- **Prompt**: All of the records below are to be given again word for word, with the pictures removed.

(Material for the task Opens)

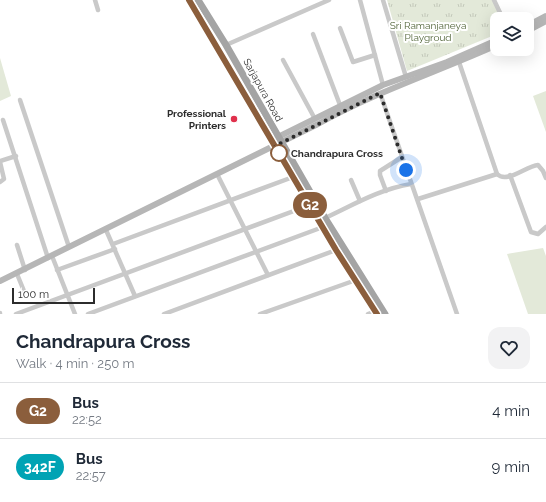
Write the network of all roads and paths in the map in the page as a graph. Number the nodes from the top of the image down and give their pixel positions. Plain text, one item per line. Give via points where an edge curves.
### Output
1 (95, 0) edge
2 (189, 0) edge
3 (198, 0) edge
4 (330, 0) edge
5 (360, 0) edge
6 (383, 0) edge
7 (494, 0) edge
8 (98, 10) dead end
9 (500, 12) edge
10 (546, 16) edge
11 (546, 21) edge
12 (534, 22) edge
13 (534, 27) edge
14 (340, 28) dead end
15 (313, 34) dead end
16 (490, 43) edge
17 (226, 45) junction
18 (490, 49) edge
19 (375, 55) junction
20 (283, 60) dead end
21 (459, 62) junction
22 (406, 77) junction
23 (383, 85) junction
24 (380, 93) junction
25 (20, 100) dead end
26 (340, 105) junction
27 (315, 119) junction
28 (3, 120) dead end
29 (276, 141) junction
30 (16, 156) junction
31 (402, 157) junction
32 (0, 161) edge
33 (217, 174) junction
34 (498, 174) junction
35 (510, 175) junction
36 (293, 177) junction
37 (546, 178) edge
38 (351, 180) dead end
39 (0, 182) edge
40 (410, 184) junction
41 (386, 191) junction
42 (418, 199) junction
43 (230, 201) junction
44 (360, 201) junction
45 (310, 205) junction
46 (325, 218) junction
47 (323, 227) junction
48 (546, 227) edge
49 (244, 229) junction
50 (106, 230) junction
51 (17, 245) dead end
52 (114, 246) junction
53 (70, 247) junction
54 (336, 250) junction
55 (255, 252) junction
56 (50, 257) junction
57 (25, 270) junction
58 (57, 270) junction
59 (125, 272) junction
60 (17, 274) junction
61 (268, 276) junction
62 (356, 280) junction
63 (0, 281) edge
64 (24, 291) dead end
65 (67, 296) junction
66 (135, 296) junction
67 (380, 312) edge
68 (16, 314) edge
69 (75, 314) edge
70 (88, 314) edge
71 (164, 314) edge
72 (260, 314) edge
73 (368, 314) edge
74 (457, 314) edge

1 - 8 street
2 - 29 main road, Sarjapura Road
3 - 17 main road, Sarjapura Road
4 - 17 street
5 - 19 street
6 - 22 street
7 - 9 street
10 - 12 main road
11 - 13 main road
14 - 19 street via 353,62
15 - 26 street
16 - 22 main road
17 - 29 main road, Sarjapura Road
18 - 21 main road
19 - 23 street
20 - 27 street
21 - 24 main road
21 - 34 street
22 - 23 main road
23 - 26 main road
24 - 29 main road
24 - 31 street
25 - 53 street
26 - 27 main road
27 - 29 main road
28 - 30 street
29 - 33 main road
29 - 36 main road, Sarjapura Road
29 - 46 main road, Sarjapura Road
30 - 32 street
30 - 56 street
31 - 40 street
31 - 41 street via 380,171
32 - 39 street via 4,179
33 - 43 street
33 - 50 main road
34 - 35 street via 503,177
34 - 42 street
35 - 37 street via 538,165
35 - 48 street via 531,232 538,234
36 - 43 street
36 - 45 main road, Sarjapura Road
38 - 44 street
40 - 41 street
40 - 42 street
41 - 44 street
42 - 74 street
43 - 49 street
43 - 52 street
44 - 46 street
45 - 47 main road, Sarjapura Road
45 - 49 street
46 - 67 main road, Sarjapura Road
47 - 54 main road, Sarjapura Road
47 - 55 street
49 - 55 street
49 - 59 street
50 - 52 street
50 - 53 main road
51 - 57 street
52 - 58 street
52 - 59 street
53 - 56 main road
54 - 61 street
54 - 62 main road, Sarjapura Road
55 - 61 street
55 - 66 street
56 - 57 main road
56 - 58 street
57 - 60 main road
58 - 65 street
59 - 65 street
59 - 66 street
60 - 63 main road
60 - 64 street
61 - 71 street
62 - 67 main road, Sarjapura Road
62 - 72 street
65 - 68 street
65 - 69 street
66 - 70 street
67 - 73 street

(Material for the task Closes)

- **Task answer**:
Write the network of all roads and paths in the map in the page as a graph. Number the nodes from the top of the image down and give their pixel positions. Plain text, one item per line. Give via points where an edge curves.
### Output
1 (95, 0) edge
2 (189, 0) edge
3 (198, 0) edge
4 (330, 0) edge
5 (360, 0) edge
6 (383, 0) edge
7 (494, 0) edge
8 (98, 10) dead end
9 (500, 12) edge
10 (546, 16) edge
11 (546, 21) edge
12 (534, 22) edge
13 (534, 27) edge
14 (340, 28) dead end
15 (313, 34) dead end
16 (490, 43) edge
17 (226, 45) junction
18 (490, 49) edge
19 (375, 55) junction
20 (283, 60) dead end
21 (459, 62) junction
22 (406, 77) junction
23 (383, 85) junction
24 (380, 93) junction
25 (20, 100) dead end
26 (340, 105) junction
27 (315, 119) junction
28 (3, 120) dead end
29 (276, 141) junction
30 (16, 156) junction
31 (402, 157) junction
32 (0, 161) edge
33 (217, 174) junction
34 (498, 174) junction
35 (510, 175) junction
36 (293, 177) junction
37 (546, 178) edge
38 (351, 180) dead end
39 (0, 182) edge
40 (410, 184) junction
41 (386, 191) junction
42 (418, 199) junction
43 (230, 201) junction
44 (360, 201) junction
45 (310, 205) junction
46 (325, 218) junction
47 (323, 227) junction
48 (546, 227) edge
49 (244, 229) junction
50 (106, 230) junction
51 (17, 245) dead end
52 (114, 246) junction
53 (70, 247) junction
54 (336, 250) junction
55 (255, 252) junction
56 (50, 257) junction
57 (25, 270) junction
58 (57, 270) junction
59 (125, 272) junction
60 (17, 274) junction
61 (268, 276) junction
62 (356, 280) junction
63 (0, 281) edge
64 (24, 291) dead end
65 (67, 296) junction
66 (135, 296) junction
67 (380, 312) edge
68 (16, 314) edge
69 (75, 314) edge
70 (88, 314) edge
71 (164, 314) edge
72 (260, 314) edge
73 (368, 314) edge
74 (457, 314) edge

1 - 8 street
2 - 29 main road, Sarjapura Road
3 - 17 main road, Sarjapura Road
4 - 17 street
5 - 19 street
6 - 22 street
7 - 9 street
10 - 12 main road
11 - 13 main road
14 - 19 street via 353,62
15 - 26 street
16 - 22 main road
17 - 29 main road, Sarjapura Road
18 - 21 main road
19 - 23 street
20 - 27 street
21 - 24 main road
21 - 34 street
22 - 23 main road
23 - 26 main road
24 - 29 main road
24 - 31 street
25 - 53 street
26 - 27 main road
27 - 29 main road
28 - 30 street
29 - 33 main road
29 - 36 main road, Sarjapura Road
29 - 46 main road, Sarjapura Road
30 - 32 street
30 - 56 street
31 - 40 street
31 - 41 street via 380,171
32 - 39 street via 4,179
33 - 43 street
33 - 50 main road
34 - 35 street via 503,177
34 - 42 street
35 - 37 street via 538,165
35 - 48 street via 531,232 538,234
36 - 43 street
36 - 45 main road, Sarjapura Road
38 - 44 street
40 - 41 street
40 - 42 street
41 - 44 street
42 - 74 street
43 - 49 street
43 - 52 street
44 - 46 street
45 - 47 main road, Sarjapura Road
45 - 49 street
46 - 67 main road, Sarjapura Road
47 - 54 main road, Sarjapura Road
47 - 55 street
49 - 55 street
49 - 59 street
50 - 52 street
50 - 53 main road
51 - 57 street
52 - 58 street
52 - 59 street
53 - 56 main road
54 - 61 street
54 - 62 main road, Sarjapura Road
55 - 61 street
55 - 66 street
56 - 57 main road
56 - 58 street
57 - 60 main road
58 - 65 street
59 - 65 street
59 - 66 street
60 - 63 main road
60 - 64 street
61 - 71 street
62 - 67 main road, Sarjapura Road
62 - 72 street
65 - 68 street
65 - 69 street
66 - 70 street
67 - 73 street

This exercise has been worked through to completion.